> [How to complete this task]
If a line in the data below contains "main", copy it.

Stored data
********
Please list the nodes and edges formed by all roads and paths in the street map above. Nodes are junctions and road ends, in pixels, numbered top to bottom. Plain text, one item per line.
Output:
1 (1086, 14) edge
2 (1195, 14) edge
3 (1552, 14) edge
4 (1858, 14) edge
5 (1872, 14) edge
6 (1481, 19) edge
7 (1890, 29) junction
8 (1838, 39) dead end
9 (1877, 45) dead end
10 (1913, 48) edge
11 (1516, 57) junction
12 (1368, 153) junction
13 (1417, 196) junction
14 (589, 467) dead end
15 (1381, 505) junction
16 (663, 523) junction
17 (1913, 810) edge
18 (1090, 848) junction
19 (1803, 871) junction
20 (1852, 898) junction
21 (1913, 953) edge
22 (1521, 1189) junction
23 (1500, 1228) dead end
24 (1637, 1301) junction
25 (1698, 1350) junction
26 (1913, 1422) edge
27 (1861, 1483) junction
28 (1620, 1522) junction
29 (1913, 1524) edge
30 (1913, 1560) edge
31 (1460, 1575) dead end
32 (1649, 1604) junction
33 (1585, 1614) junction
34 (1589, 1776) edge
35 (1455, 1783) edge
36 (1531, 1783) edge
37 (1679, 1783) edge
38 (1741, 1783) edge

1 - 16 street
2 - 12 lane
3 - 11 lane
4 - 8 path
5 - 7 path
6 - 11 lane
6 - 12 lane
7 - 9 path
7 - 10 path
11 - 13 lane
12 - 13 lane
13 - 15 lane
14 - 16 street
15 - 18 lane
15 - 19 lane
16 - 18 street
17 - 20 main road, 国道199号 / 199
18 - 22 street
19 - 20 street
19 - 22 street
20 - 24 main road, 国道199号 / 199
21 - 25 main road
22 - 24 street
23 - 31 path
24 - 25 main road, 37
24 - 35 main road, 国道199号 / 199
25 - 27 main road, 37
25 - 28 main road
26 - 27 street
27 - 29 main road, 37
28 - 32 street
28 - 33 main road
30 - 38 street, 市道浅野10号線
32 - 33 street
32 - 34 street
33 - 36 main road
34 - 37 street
********
> [Output for this exercise]
17 - 20 main road, 国道199号 / 199
20 - 24 main road, 国道199号 / 199
21 - 25 main road
24 - 25 main road, 37
24 - 35 main road, 国道199号 / 199
25 - 27 main road, 37
25 - 28 main road
27 - 29 main road, 37
28 - 33 main road
33 - 36 main road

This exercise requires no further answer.